→ ABOUT THIS TASK: Report every line of the records below that contains the word "pixels".

* * * * * * *

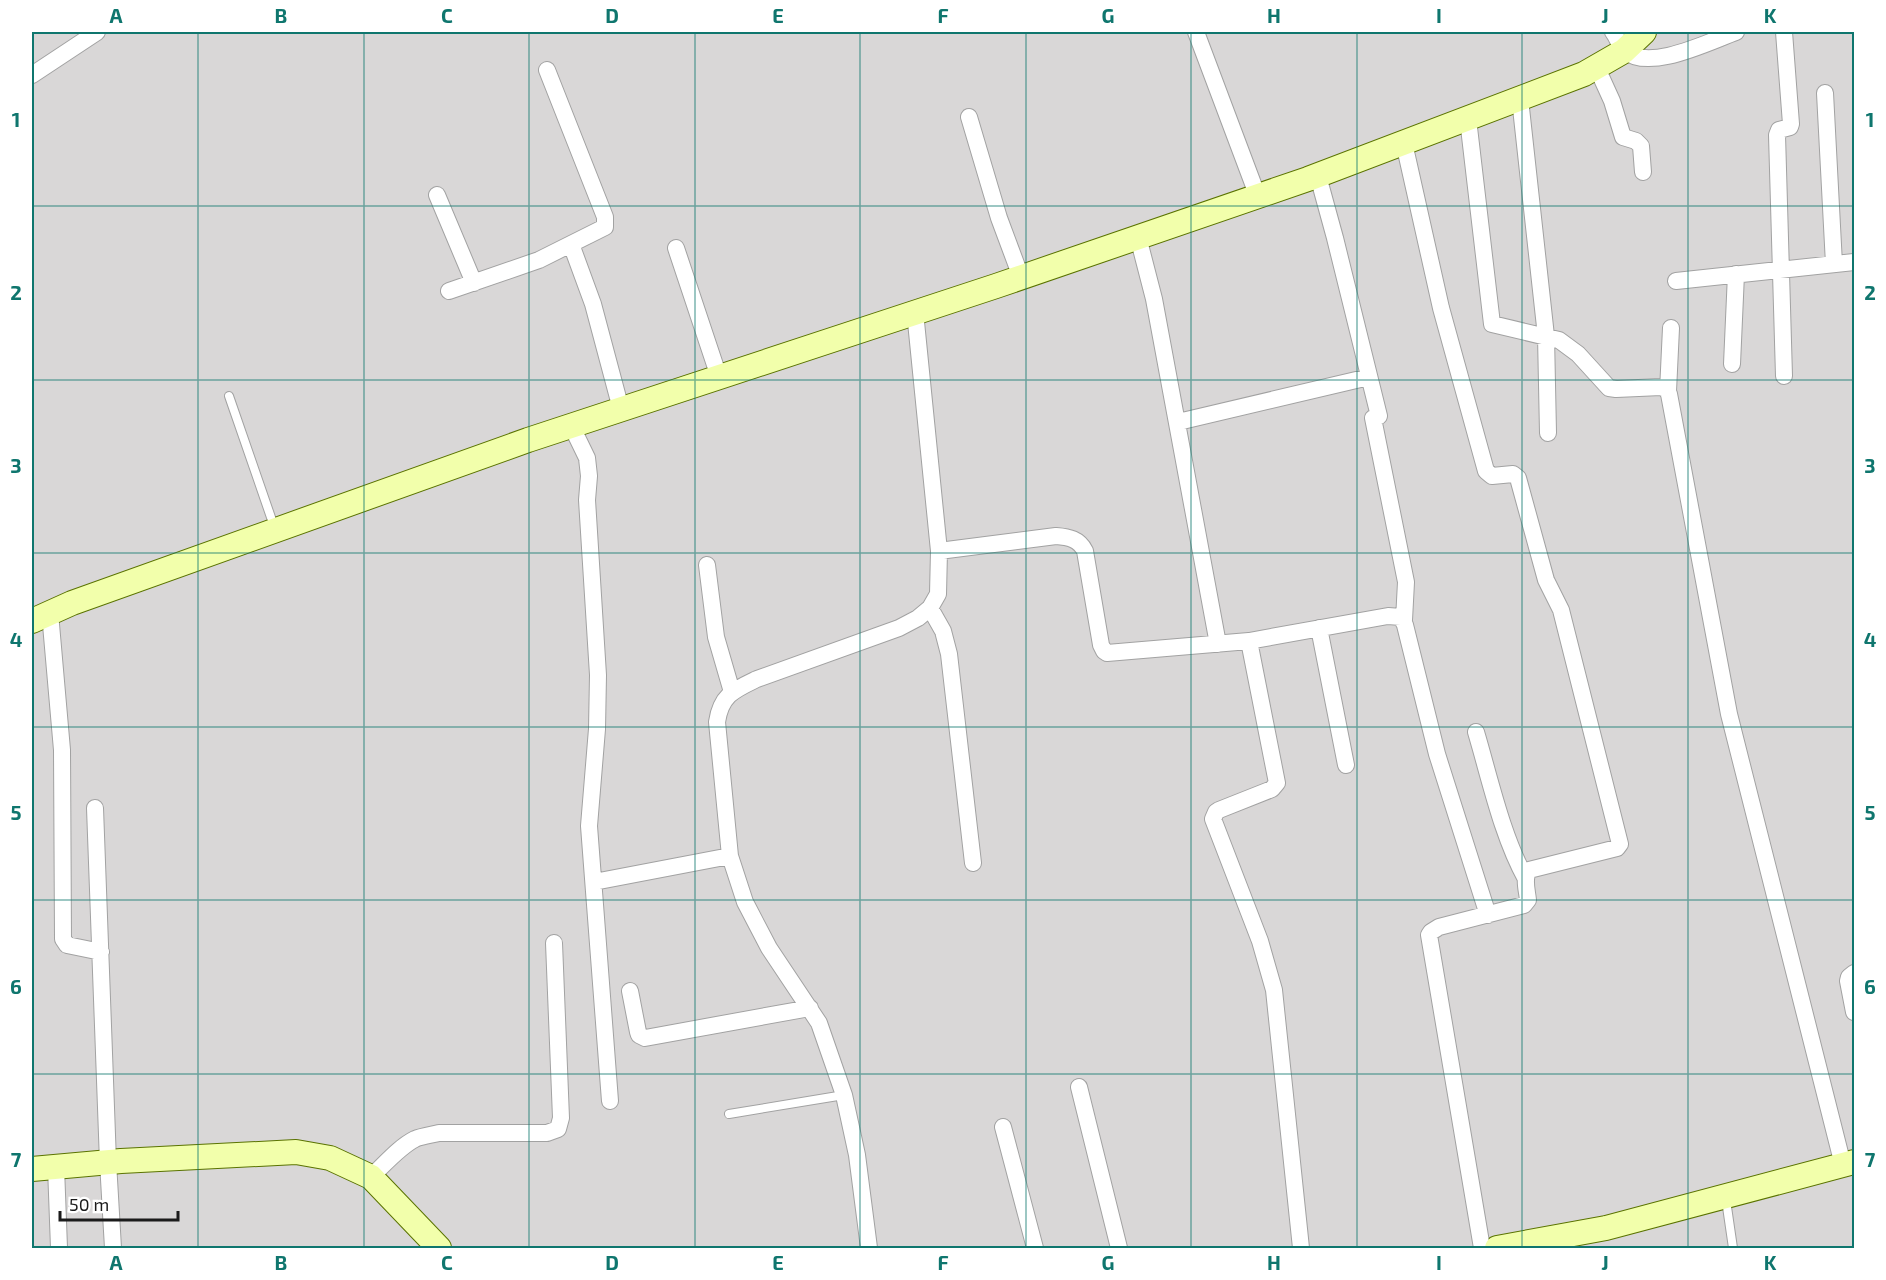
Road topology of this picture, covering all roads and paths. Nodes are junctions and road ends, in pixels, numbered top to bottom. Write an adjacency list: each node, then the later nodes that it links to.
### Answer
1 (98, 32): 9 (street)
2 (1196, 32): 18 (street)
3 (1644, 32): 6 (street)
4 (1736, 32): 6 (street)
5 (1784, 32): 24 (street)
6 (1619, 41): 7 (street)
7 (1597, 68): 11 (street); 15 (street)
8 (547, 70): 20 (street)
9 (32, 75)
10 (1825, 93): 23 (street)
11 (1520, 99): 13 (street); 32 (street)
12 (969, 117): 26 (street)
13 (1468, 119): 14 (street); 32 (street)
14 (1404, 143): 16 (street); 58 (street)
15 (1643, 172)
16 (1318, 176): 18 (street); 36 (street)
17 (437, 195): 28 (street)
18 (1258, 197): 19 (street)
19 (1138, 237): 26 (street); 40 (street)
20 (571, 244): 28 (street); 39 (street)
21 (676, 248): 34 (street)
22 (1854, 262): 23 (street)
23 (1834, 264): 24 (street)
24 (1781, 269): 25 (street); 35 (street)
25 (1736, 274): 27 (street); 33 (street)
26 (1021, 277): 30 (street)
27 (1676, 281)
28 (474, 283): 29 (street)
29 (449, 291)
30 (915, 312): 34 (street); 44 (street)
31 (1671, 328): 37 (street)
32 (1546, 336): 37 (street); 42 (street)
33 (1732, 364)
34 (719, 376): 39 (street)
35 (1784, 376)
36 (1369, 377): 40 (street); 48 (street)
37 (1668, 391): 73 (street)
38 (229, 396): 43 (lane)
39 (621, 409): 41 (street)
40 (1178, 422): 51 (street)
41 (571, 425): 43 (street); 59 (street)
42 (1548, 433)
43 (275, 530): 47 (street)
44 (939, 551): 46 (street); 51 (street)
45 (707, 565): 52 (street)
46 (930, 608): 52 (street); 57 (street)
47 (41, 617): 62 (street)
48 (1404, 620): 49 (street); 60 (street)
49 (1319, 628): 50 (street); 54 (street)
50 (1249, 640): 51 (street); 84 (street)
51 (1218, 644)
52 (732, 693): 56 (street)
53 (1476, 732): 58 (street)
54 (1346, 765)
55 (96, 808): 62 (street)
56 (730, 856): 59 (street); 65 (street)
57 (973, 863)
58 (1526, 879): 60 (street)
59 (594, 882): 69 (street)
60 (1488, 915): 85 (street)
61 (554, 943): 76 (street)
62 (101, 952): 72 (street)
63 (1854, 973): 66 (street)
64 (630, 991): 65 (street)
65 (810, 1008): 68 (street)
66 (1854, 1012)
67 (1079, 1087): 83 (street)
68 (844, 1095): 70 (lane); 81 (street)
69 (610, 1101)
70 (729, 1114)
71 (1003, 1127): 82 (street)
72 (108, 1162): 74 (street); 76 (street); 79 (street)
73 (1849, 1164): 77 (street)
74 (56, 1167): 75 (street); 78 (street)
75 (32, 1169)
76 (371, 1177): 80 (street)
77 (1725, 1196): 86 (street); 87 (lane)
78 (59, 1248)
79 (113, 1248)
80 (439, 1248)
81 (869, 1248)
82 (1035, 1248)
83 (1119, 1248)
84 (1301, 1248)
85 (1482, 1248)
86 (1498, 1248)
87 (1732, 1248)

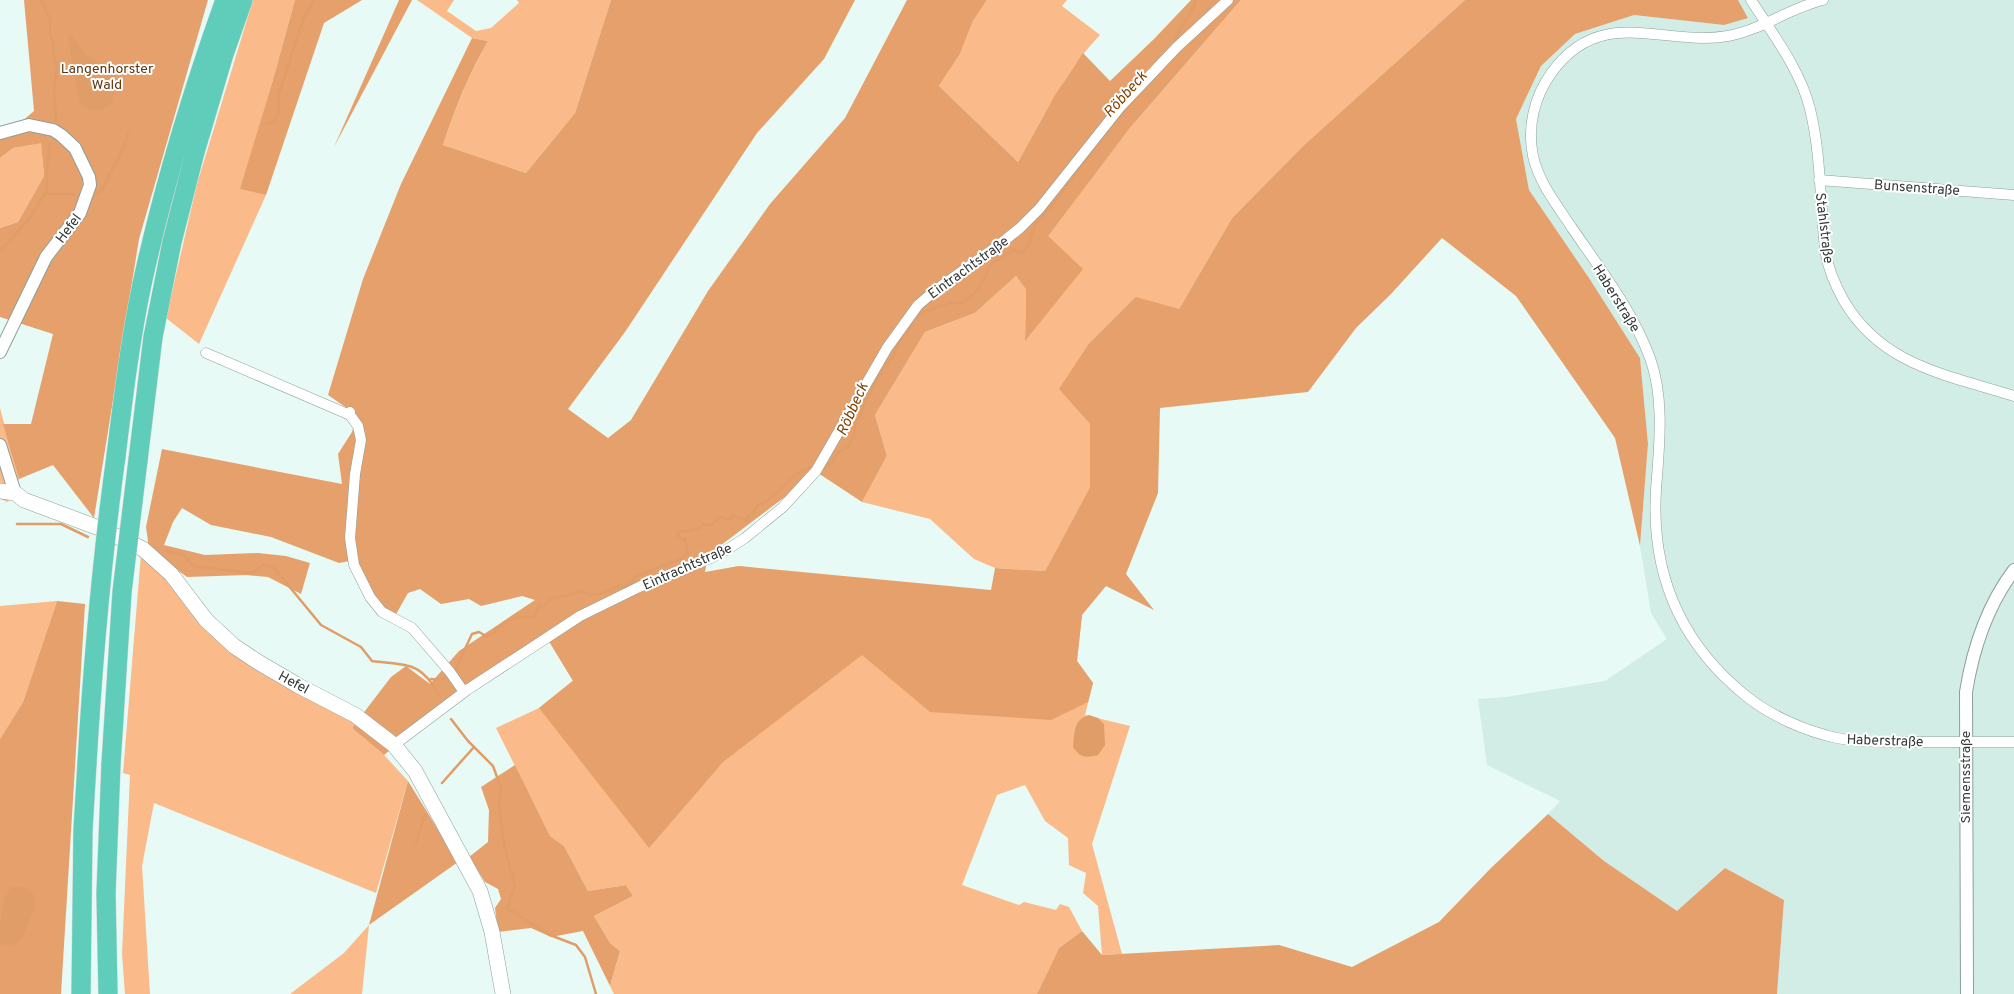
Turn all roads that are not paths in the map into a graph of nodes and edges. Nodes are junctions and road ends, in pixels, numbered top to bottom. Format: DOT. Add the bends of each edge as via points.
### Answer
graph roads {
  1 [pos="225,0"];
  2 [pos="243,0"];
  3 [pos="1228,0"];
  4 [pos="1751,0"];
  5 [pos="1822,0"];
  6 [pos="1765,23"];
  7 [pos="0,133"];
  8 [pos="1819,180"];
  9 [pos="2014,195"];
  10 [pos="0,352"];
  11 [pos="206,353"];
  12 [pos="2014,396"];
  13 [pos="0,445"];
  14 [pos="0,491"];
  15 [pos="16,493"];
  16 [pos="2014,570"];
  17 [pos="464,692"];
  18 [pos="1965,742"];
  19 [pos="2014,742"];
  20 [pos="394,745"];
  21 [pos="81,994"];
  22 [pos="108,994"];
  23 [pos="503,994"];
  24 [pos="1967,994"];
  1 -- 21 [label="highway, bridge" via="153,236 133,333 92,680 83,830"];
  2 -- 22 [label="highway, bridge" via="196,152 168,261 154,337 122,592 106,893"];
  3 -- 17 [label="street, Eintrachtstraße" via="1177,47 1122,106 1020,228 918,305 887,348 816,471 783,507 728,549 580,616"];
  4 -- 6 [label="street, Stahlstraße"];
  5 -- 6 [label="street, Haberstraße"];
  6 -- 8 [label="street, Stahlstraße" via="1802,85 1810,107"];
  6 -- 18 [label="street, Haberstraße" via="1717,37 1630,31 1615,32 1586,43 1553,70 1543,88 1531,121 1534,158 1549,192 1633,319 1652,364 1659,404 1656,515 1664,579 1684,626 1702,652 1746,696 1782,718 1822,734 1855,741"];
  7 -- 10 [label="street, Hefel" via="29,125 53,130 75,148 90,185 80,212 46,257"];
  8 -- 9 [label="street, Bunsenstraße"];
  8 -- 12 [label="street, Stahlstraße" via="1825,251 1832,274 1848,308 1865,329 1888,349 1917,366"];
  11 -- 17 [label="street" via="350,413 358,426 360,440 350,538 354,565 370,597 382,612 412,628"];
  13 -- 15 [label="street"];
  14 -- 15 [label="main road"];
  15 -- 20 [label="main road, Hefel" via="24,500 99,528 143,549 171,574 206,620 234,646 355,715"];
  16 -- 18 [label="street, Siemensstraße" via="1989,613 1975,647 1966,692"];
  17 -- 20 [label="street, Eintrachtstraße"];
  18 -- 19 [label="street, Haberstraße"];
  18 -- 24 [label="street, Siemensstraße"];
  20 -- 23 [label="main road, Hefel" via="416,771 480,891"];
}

* * * * * * *

→ ANSWER SECTION:
Road topology of this picture, covering all roads and paths. Nodes are junctions and road ends, in pixels, numbered top to bottom. Write an adjacency list: each node, then the later nodes that it links to.
Turn all roads that are not paths in the map into a graph of nodes and edges. Nodes are junctions and road ends, in pixels, numbered top to bottom. Format: DOT. Add the bends of each edge as via points.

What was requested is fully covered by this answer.